**Data for the task**

______________________________

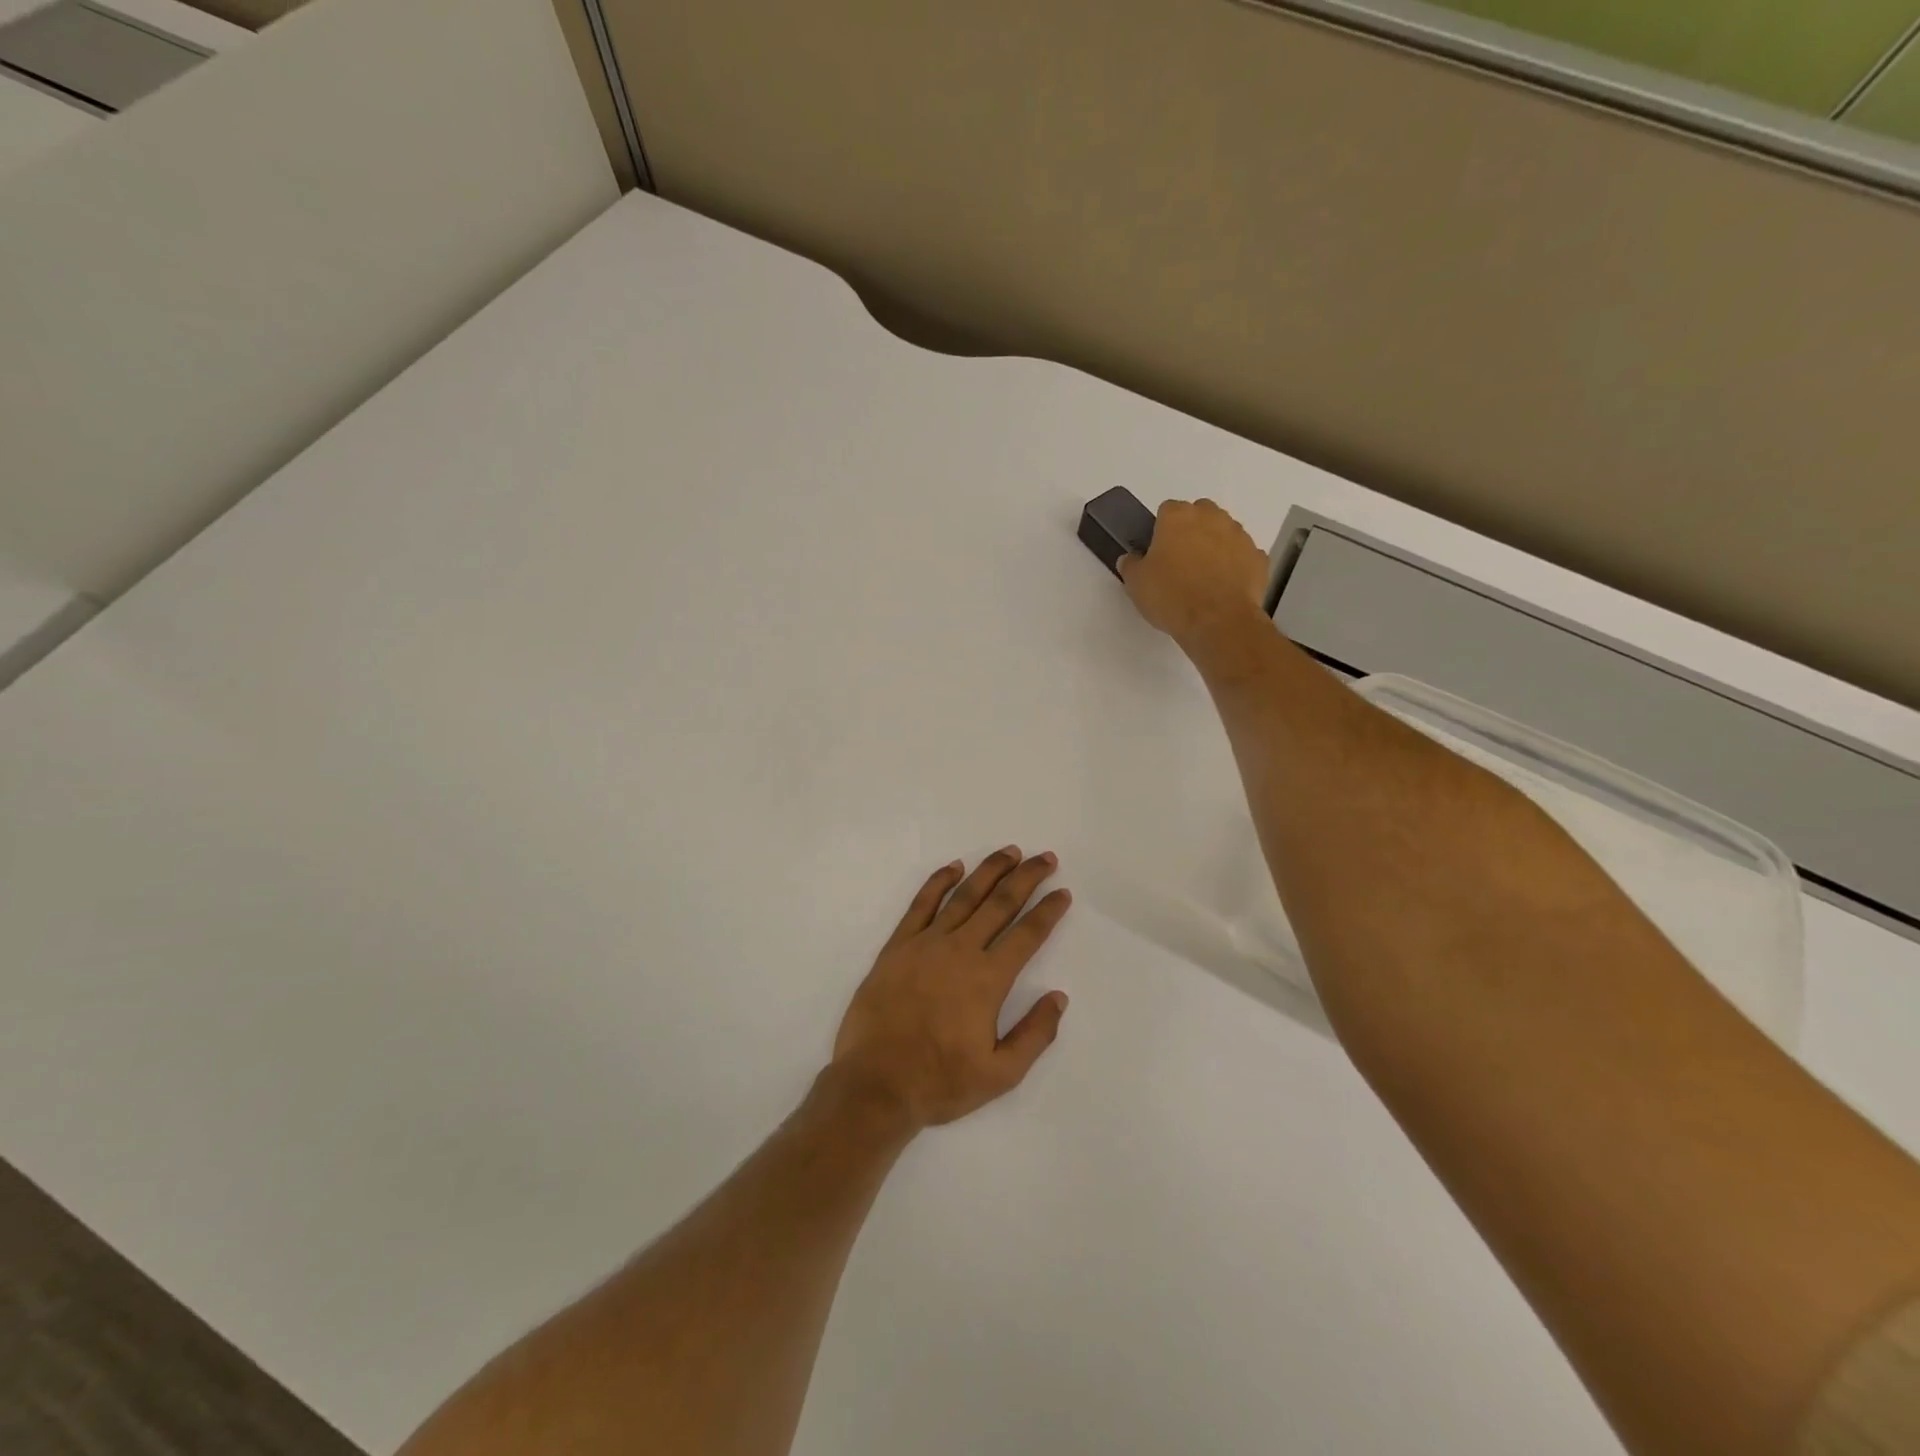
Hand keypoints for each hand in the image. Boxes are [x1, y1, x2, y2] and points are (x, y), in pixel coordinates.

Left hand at [830, 849, 1072, 1131]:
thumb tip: (1059, 997)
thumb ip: (1035, 1034)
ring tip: (1010, 852)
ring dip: (990, 871)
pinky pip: (921, 904)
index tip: (1062, 893)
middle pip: (1000, 903)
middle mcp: (960, 951)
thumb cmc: (940, 1082)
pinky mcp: (898, 946)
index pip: (1027, 934)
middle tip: (1045, 858)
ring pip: (964, 896)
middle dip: (1026, 878)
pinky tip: (955, 866)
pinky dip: (939, 881)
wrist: (875, 1084)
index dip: (1048, 911)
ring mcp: (926, 944)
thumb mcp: (1001, 1074)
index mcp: (988, 979)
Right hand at [1118, 498, 1268, 654]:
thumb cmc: (1171, 596)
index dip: (1160, 530)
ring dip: (1214, 547)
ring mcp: (1239, 535)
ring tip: (1203, 578)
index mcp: (1178, 517)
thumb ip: (1132, 565)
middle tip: (1180, 562)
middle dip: (1191, 532)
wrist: (1217, 621)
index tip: (1157, 552)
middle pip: (1200, 514)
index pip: (1166, 510)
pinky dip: (1235, 566)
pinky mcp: (1258, 558)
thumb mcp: (1136, 583)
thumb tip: (1131, 559)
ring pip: (1224, 533)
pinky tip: (1224, 587)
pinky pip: (1242, 556)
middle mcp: (1211, 517)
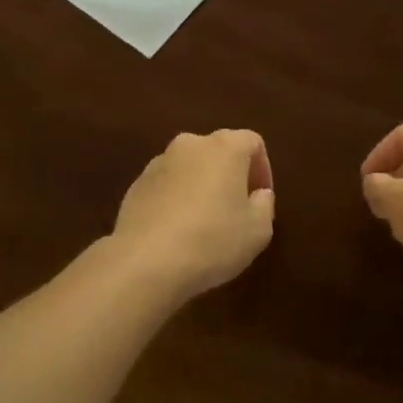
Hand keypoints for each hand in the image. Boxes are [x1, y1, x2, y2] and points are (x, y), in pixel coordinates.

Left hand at [110, 130, 275, 302]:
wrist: (145, 260)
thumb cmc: (212, 241)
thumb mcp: (257, 231)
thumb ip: (264, 205)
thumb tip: (258, 194)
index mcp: (224, 147)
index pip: (252, 142)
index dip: (262, 169)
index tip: (260, 199)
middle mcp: (191, 144)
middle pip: (219, 151)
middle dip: (230, 175)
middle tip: (236, 210)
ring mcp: (160, 161)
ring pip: (191, 167)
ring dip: (201, 186)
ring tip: (204, 224)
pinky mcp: (137, 182)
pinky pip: (167, 184)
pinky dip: (176, 198)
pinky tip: (177, 231)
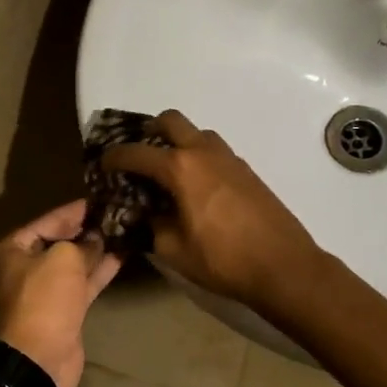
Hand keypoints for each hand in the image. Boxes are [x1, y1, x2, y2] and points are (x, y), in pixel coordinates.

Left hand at [0, 200, 121, 386]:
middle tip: (118, 213)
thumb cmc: (44, 299)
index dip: (75, 210)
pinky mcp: (65, 310)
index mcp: (15, 248)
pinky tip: (123, 255)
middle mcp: (27, 266)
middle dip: (88, 229)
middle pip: (61, 241)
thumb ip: (83, 243)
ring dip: (98, 249)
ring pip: (75, 263)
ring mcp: (47, 290)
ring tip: (126, 229)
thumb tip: (98, 237)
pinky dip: (101, 270)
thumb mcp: (63, 259)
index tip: (102, 198)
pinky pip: (84, 283)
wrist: (40, 358)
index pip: (49, 220)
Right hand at [102, 111, 321, 310]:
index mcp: (180, 168)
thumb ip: (151, 226)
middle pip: (170, 121)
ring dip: (178, 142)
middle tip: (138, 155)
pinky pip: (214, 150)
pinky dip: (198, 157)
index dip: (114, 157)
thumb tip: (141, 214)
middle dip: (149, 132)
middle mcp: (203, 152)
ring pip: (196, 133)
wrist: (283, 266)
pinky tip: (195, 187)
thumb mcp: (174, 250)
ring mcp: (229, 158)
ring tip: (167, 172)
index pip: (136, 153)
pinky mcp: (246, 170)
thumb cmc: (223, 260)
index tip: (103, 165)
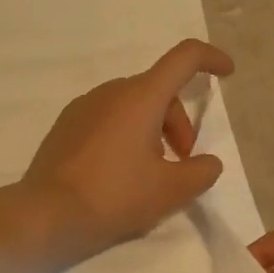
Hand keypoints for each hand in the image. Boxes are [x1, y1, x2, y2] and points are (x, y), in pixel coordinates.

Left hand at [19, 39, 233, 264]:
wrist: (46, 214)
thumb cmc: (114, 196)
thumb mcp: (171, 190)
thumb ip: (201, 172)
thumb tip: (207, 163)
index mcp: (140, 96)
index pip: (184, 58)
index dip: (211, 59)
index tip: (227, 73)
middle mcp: (111, 91)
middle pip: (159, 90)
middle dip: (179, 122)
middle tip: (182, 161)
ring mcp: (83, 106)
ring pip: (132, 105)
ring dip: (152, 129)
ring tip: (151, 172)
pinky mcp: (65, 125)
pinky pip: (107, 118)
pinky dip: (125, 134)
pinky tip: (120, 172)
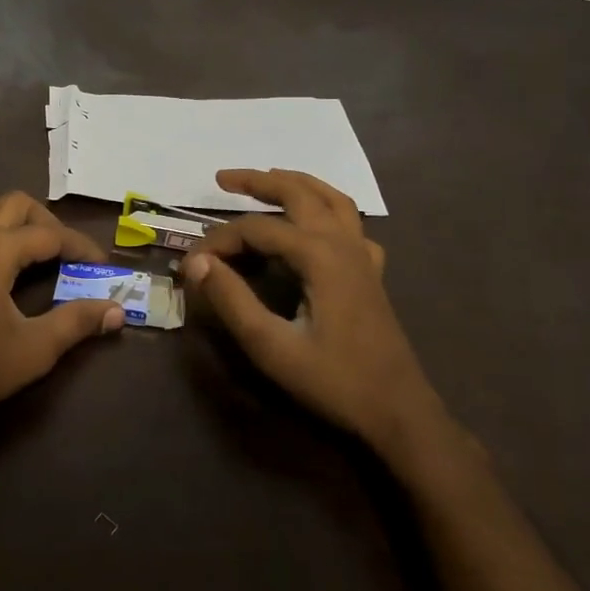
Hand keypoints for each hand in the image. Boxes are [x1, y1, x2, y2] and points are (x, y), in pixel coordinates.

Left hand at [0, 191, 125, 439]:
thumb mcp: (34, 349)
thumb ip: (77, 322)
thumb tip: (117, 310)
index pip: (50, 234)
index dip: (80, 246)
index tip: (101, 264)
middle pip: (14, 203)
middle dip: (45, 222)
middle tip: (64, 253)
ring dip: (3, 217)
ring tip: (21, 246)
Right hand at [181, 169, 440, 455]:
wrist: (398, 412)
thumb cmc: (334, 381)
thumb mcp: (272, 347)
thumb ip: (232, 300)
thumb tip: (197, 262)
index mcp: (319, 256)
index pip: (256, 230)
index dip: (218, 241)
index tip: (191, 264)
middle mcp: (343, 243)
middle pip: (298, 193)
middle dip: (258, 181)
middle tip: (221, 179)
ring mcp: (362, 255)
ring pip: (331, 198)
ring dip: (296, 184)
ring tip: (268, 179)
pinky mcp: (371, 272)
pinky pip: (351, 224)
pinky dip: (329, 210)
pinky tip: (316, 224)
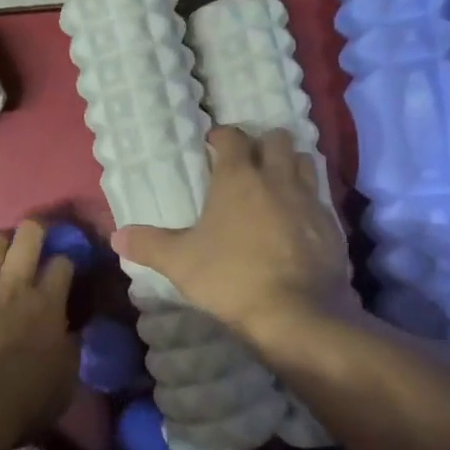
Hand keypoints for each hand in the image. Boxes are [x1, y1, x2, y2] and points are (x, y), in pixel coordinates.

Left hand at [0, 220, 77, 449]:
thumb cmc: (20, 403)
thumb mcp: (64, 383)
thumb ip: (69, 351)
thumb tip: (71, 334)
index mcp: (47, 305)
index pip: (63, 264)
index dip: (65, 261)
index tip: (63, 267)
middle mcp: (13, 286)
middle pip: (28, 238)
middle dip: (34, 230)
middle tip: (34, 234)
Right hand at [111, 127, 357, 348]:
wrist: (298, 313)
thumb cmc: (232, 278)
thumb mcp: (181, 263)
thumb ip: (149, 245)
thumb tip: (117, 236)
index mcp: (239, 177)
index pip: (233, 137)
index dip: (222, 136)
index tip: (213, 146)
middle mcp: (277, 178)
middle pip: (277, 139)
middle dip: (263, 143)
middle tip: (249, 163)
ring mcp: (309, 199)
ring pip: (306, 162)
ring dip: (291, 165)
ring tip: (277, 184)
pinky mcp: (332, 224)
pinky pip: (321, 198)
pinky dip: (309, 200)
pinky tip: (298, 220)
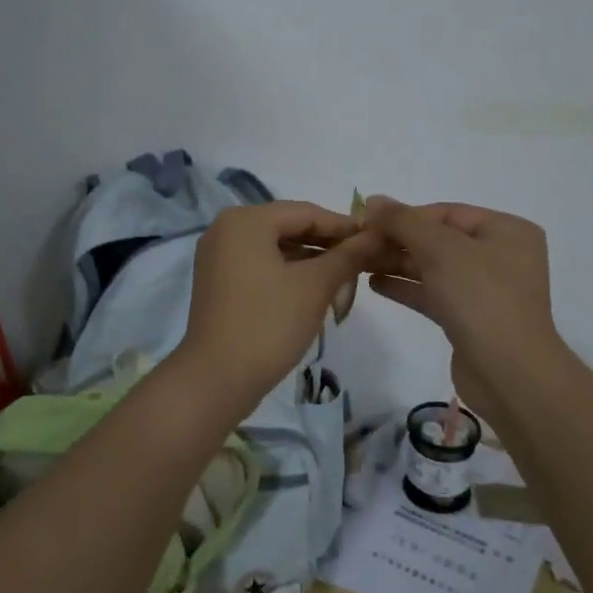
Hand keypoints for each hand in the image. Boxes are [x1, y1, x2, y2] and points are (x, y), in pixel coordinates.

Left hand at [175, 201, 381, 412]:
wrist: (216, 380)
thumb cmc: (268, 324)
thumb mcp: (315, 287)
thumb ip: (347, 255)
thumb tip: (375, 235)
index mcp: (246, 220)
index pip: (306, 212)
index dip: (344, 226)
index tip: (377, 239)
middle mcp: (226, 229)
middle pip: (290, 228)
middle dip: (328, 247)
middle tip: (364, 264)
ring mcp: (218, 256)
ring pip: (276, 249)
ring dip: (311, 263)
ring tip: (345, 282)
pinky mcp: (218, 281)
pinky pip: (261, 265)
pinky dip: (288, 274)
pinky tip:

______________________________

**Task directions**
Keep to the stretch from the line containing "thumb ip: (201, 172)" through the line containing "pinky mcp: (371, 272)", both ends included, and copy it exactly from the listing above, minus the pictures.

**Response**
thumb ip: (201, 172)
thumb tip: (207, 163)
index mcp: (140, 96)
index pip: (184, 58)
index dip: (211, 59)
index tip: (227, 73)
middle mcp: (111, 91)
middle pip: (159, 90)
middle dip: (179, 122)
middle tip: (182, 161)
ring mcp: (83, 106)
ring pip: (132, 105)
ring dip: (152, 129)
ring tip: (151, 172)
pinky mcp: (65, 125)
pinky pip: (107, 118)
pinky dip: (125, 134)
pinky tip: (120, 172)
Hand keypoints for each hand in the image. Boxes are [x1, y1, x2, y2] and points are (x, y), in pixel coordinates.

Left hand at [0, 191, 125, 439]:
thumb mcp: (34, 349)
thumb ip: (77, 322)
thumb tip: (117, 310)
index pip: (50, 234)
index dip: (80, 246)
index tip: (101, 264)
middle pip: (14, 203)
middle dip: (45, 222)
middle tip: (64, 253)
ring dip: (3, 217)
ring tip: (21, 246)
Right hand at [181, 169, 440, 455]:
wrist: (398, 412)
thumb cmc: (334, 381)
thumb mcp: (272, 347)
thumb ip: (232, 300)
thumb tip: (197, 262)
index mcp: (319, 256)
index pip: (256, 230)
index dip: (218, 241)
index tip: (191, 264)
middle mcp: (343, 243)
middle pip: (298, 193)
middle dip: (258, 181)
middle tip: (221, 179)
ring mcp: (362, 255)
ring pip: (331, 198)
ring dip: (296, 184)
ring tip: (268, 179)
pinky mcp: (371, 272)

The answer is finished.